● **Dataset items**
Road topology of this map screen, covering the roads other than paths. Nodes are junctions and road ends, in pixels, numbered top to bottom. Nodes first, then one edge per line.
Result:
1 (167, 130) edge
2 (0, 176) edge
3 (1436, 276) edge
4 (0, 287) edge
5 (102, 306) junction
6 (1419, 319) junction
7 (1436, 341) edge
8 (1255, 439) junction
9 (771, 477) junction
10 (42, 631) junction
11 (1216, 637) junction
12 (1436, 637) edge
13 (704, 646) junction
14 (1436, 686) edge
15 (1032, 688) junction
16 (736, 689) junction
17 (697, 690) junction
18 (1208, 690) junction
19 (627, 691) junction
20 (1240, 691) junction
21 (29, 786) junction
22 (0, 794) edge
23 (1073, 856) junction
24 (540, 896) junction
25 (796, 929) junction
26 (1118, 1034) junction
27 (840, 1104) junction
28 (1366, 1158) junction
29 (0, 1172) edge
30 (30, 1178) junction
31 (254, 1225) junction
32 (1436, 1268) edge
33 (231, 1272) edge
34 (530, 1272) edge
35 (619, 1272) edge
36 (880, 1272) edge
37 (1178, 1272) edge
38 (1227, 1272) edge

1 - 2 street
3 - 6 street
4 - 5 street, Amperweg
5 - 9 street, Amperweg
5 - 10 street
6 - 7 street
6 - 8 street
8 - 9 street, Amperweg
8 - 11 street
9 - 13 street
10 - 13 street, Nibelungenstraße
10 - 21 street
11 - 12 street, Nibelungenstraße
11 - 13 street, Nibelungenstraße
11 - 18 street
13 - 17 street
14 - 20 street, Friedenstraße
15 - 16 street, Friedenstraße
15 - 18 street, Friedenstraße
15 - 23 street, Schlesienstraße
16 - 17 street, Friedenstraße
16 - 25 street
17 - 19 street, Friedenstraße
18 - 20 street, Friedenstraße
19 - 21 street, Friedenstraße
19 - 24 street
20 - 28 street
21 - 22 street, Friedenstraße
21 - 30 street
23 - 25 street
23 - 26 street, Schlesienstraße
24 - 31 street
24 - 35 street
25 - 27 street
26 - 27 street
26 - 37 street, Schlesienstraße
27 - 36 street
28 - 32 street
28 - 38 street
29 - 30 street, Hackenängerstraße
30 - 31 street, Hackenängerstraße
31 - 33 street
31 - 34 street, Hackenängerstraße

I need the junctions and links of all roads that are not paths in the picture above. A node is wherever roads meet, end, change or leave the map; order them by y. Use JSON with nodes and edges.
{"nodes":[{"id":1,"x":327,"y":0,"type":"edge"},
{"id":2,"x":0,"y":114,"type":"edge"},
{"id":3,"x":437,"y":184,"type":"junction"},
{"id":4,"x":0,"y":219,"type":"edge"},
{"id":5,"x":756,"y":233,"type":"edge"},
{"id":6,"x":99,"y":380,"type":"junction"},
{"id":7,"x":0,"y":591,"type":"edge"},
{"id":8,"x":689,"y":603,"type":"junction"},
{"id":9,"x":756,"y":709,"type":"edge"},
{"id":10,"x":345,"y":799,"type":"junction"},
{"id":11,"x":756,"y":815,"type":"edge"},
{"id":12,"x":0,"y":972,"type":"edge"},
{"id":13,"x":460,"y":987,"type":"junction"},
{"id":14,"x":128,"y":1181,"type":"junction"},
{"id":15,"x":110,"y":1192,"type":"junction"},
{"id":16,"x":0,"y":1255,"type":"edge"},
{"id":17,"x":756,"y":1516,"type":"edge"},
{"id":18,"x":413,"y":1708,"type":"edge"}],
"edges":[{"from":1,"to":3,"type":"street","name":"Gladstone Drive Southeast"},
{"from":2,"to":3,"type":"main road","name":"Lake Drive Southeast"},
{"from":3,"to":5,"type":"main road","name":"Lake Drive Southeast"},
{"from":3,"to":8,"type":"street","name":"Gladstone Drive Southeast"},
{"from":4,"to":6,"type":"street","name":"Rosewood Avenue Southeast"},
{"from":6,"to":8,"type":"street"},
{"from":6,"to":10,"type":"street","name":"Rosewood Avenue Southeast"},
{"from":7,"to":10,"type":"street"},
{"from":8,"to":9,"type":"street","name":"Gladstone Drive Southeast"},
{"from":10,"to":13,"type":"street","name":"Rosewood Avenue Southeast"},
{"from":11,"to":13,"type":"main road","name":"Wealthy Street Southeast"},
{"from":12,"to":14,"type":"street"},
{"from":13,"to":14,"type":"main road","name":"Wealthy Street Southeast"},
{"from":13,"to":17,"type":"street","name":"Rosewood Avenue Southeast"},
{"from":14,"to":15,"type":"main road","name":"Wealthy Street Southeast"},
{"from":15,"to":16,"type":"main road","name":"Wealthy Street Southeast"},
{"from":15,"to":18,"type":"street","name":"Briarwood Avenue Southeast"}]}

● **Exercise details**
Every entry needs to be written out again, exactly as given.

● **Answer space**
Road topology of this map screen, covering the roads other than paths. Nodes are junctions and road ends, in pixels, numbered top to bottom. Nodes first, then one edge per line.
Result:
1 (167, 130) edge
2 (0, 176) edge
3 (1436, 276) edge
4 (0, 287) edge
5 (102, 306) junction
6 (1419, 319) junction
7 (1436, 341) edge
8 (1255, 439) junction
9 (771, 477) junction
10 (42, 631) junction
11 (1216, 637) junction
12 (1436, 637) edge
13 (704, 646) junction
14 (1436, 686) edge
15 (1032, 688) junction
16 (736, 689) junction
17 (697, 690) junction
18 (1208, 690) junction
19 (627, 691) junction
20 (1240, 691) junction
21 (29, 786) junction
22 (0, 794) edge
23 (1073, 856) junction
24 (540, 896) junction
25 (796, 929) junction
26 (1118, 1034) junction
27 (840, 1104) junction
28 (1366, 1158) junction
29 (0, 1172) edge
30 (30, 1178) junction
31 (254, 1225) junction
32 (1436, 1268) edge
33 (231, 1272) edge
34 (530, 1272) edge
35 (619, 1272) edge
36 (880, 1272) edge
37 (1178, 1272) edge
38 (1227, 1272) edge

1 - 2 street
3 - 6 street
4 - 5 street, Amperweg
5 - 9 street, Amperweg
5 - 10 street
6 - 7 street
6 - 8 street
8 - 9 street, Amperweg
8 - 11 street
9 - 13 street
10 - 13 street, Nibelungenstraße
10 - 21 street
11 - 12 street, Nibelungenstraße
11 - 13 street, Nibelungenstraße
11 - 18 street
13 - 17 street
14 - 20 street, Friedenstraße
15 - 16 street, Friedenstraße
15 - 18 street, Friedenstraße
15 - 23 street, Schlesienstraße
16 - 17 street, Friedenstraße
16 - 25 street
17 - 19 street, Friedenstraße
18 - 20 street, Friedenstraße
19 - 21 street, Friedenstraße
19 - 24 street
20 - 28 street
21 - 22 street, Friedenstraße
21 - 30 street
23 - 25 street
23 - 26 street, Schlesienstraße
24 - 31 street
24 - 35 street
25 - 27 street
26 - 27 street
26 - 37 street, Schlesienstraße
27 - 36 street
28 - 32 street
28 - 38 street
29 - 30 street, Hackenängerstraße
30 - 31 street, Hackenängerstraße
31 - 33 street
31 - 34 street, Hackenängerstraße

I need the junctions and links of all roads that are not paths in the picture above. A node is wherever roads meet, end, change or leave the map; order them by y. Use JSON with nodes and edges.
{"nodes":[{"id":1,"x":327,"y":0,"type":"edge"},
{"id":2,"x":0,"y":114,"type":"edge"},
{"id":3,"x":437,"y":184,"type":"junction"},
{"id":4,"x":0,"y":219,"type":"edge"},
{"id":5,"x":756,"y":233,"type":"edge"},
{"id":6,"x":99,"y":380,"type":"junction"},
{"id":7,"x":0,"y":591,"type":"edge"},
{"id":8,"x":689,"y":603,"type":"junction"},
{"id":9,"x":756,"y":709,"type":"edge"},
{"id":10,"x":345,"y":799,"type":"junction"},
{"id":11,"x":756,"y":815,"type":"edge"},
{"id":12,"x":0,"y":972,"type":"edge"},
{"id":13,"x":460,"y":987,"type":"junction"},
{"id":14,"x":128,"y":1181,"type":"junction"},
{"id":15,"x":110,"y":1192,"type":"junction"},
{"id":16,"x":0,"y":1255,"type":"edge"},
{"id":17,"x":756,"y":1516,"type":"edge"},
{"id":18,"x":413,"y":1708,"type":"edge"}],
"edges":[{"from":1,"to":3,"type":"street","name":"Gladstone Drive Southeast"},
{"from":2,"to":3,"type":"main road","name":"Lake Drive Southeast"},
{"from":3,"to":5,"type":"main road","name":"Lake Drive Southeast"},
{"from":3,"to":8,"type":"street","name":"Gladstone Drive Southeast"},
{"from":4,"to":6,"type":"street","name":"Rosewood Avenue Southeast"},
{"from":6,"to":8,"type":"street"},
{"from":6,"to":10,"type":"street","name":"Rosewood Avenue Southeast"},
{"from":7,"to":10,"type":"street"},
{"from":8,"to":9,"type":"street","name":"Gladstone Drive Southeast"},
{"from":10,"to":13,"type":"street","name":"Rosewood Avenue Southeast"},
{"from":11,"to":13,"type":"main road","name":"Wealthy Street Southeast"},
{"from":12,"to":14,"type":"street"},
{"from":13,"to":14,"type":"main road","name":"Wealthy Street Southeast"},
{"from":13,"to":17,"type":"street","name":"Rosewood Avenue Southeast"},
{"from":14,"to":15,"type":"main road","name":"Wealthy Street Southeast"},
{"from":15,"to":16,"type":"main road","name":"Wealthy Street Southeast"},
{"from":15,"to":18,"type":"street","name":"Briarwood Avenue Southeast"}]}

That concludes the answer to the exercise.